WHAT TO PRODUCE ->
Your output should be the listing itself, repeated exactly.

SOURCE MATERIAL ->
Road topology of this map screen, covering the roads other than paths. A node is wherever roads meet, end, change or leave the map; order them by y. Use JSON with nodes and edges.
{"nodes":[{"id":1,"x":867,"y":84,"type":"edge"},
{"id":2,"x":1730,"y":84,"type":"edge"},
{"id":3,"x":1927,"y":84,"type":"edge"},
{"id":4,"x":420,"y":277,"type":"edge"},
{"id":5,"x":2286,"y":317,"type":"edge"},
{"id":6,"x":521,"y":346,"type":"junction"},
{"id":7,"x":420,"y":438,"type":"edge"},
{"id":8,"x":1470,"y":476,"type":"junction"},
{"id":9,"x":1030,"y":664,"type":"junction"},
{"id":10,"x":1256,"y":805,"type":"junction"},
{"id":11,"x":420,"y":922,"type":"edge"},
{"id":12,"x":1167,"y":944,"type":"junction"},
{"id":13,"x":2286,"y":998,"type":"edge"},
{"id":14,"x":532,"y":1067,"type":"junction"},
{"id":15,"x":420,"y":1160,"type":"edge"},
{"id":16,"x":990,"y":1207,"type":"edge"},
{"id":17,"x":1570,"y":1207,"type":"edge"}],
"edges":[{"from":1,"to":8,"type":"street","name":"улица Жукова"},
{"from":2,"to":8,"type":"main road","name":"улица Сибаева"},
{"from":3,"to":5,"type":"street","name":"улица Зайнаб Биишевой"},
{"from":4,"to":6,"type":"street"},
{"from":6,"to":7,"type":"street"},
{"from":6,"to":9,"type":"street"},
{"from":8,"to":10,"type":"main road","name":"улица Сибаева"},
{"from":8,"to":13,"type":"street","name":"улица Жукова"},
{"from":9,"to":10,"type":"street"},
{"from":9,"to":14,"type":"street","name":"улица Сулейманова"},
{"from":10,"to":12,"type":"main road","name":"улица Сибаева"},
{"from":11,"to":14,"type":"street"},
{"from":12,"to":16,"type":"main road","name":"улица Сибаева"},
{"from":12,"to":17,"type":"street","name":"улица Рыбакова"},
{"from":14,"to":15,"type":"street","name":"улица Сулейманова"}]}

RESULT OF THIS EXERCISE ->
Road topology of this map screen, covering the roads other than paths. A node is wherever roads meet, end, change or leave the map; order them by y. Use JSON with nodes and edges.
{"nodes":[{"id":1,"x":867,"y":84,"type":"edge"},
{"id":2,"x":1730,"y":84,"type":"edge"},
{"id":3,"x":1927,"y":84,"type":"edge"},
{"id":4,"x":420,"y":277,"type":"edge"},
{"id":5,"x":2286,"y":317,"type":"edge"},
{"id":6,"x":521,"y":346,"type":"junction"},
{"id":7,"x":420,"y":438,"type":"edge"},
{"id":8,"x":1470,"y":476,"type":"junction"},
{"id":9,"x":1030,"y":664,"type":"junction"},
{"id":10,"x":1256,"y":805,"type":"junction"},
{"id":11,"x":420,"y":922,"type":"edge"},
{"id":12,"x":1167,"y":944,"type":"junction"},
{"id":13,"x":2286,"y":998,"type":"edge"},
{"id":14,"x":532,"y":1067,"type":"junction"},
{"id":15,"x":420,"y":1160,"type":"edge"},
{"id":16,"x":990,"y":1207,"type":"edge"},
{"id":17,"x":1570,"y":1207,"type":"edge"}],
"edges":[{"from":1,"to":8,"type":"street","name":"улица Жукова"},
{"from":2,"to":8,"type":"main road","name":"улица Сибаева"},
{"from":3,"to":5,"type":"street","name":"улица Зайнаб Биишевой"},
{"from":4,"to":6,"type":"street"},
{"from":6,"to":7,"type":"street"},
{"from":6,"to":9,"type":"street"},
{"from":8,"to":10,"type":"main road","name":"улица Сибаева"},
{"from":8,"to":13,"type":"street","name":"улица Жукова"},
{"from":9,"to":10,"type":"street"},
{"from":9,"to":14,"type":"street","name":"улица Сулейманова"},
{"from":10,"to":12,"type":"main road","name":"улица Сибаева"},
{"from":11,"to":14,"type":"street"},
{"from":12,"to":16,"type":"main road","name":"улица Сибаева"},
{"from":12,"to":17,"type":"street","name":"улица Рыбакова"},
{"from":14,"to":15,"type":"street","name":"улица Сулейманова"}]}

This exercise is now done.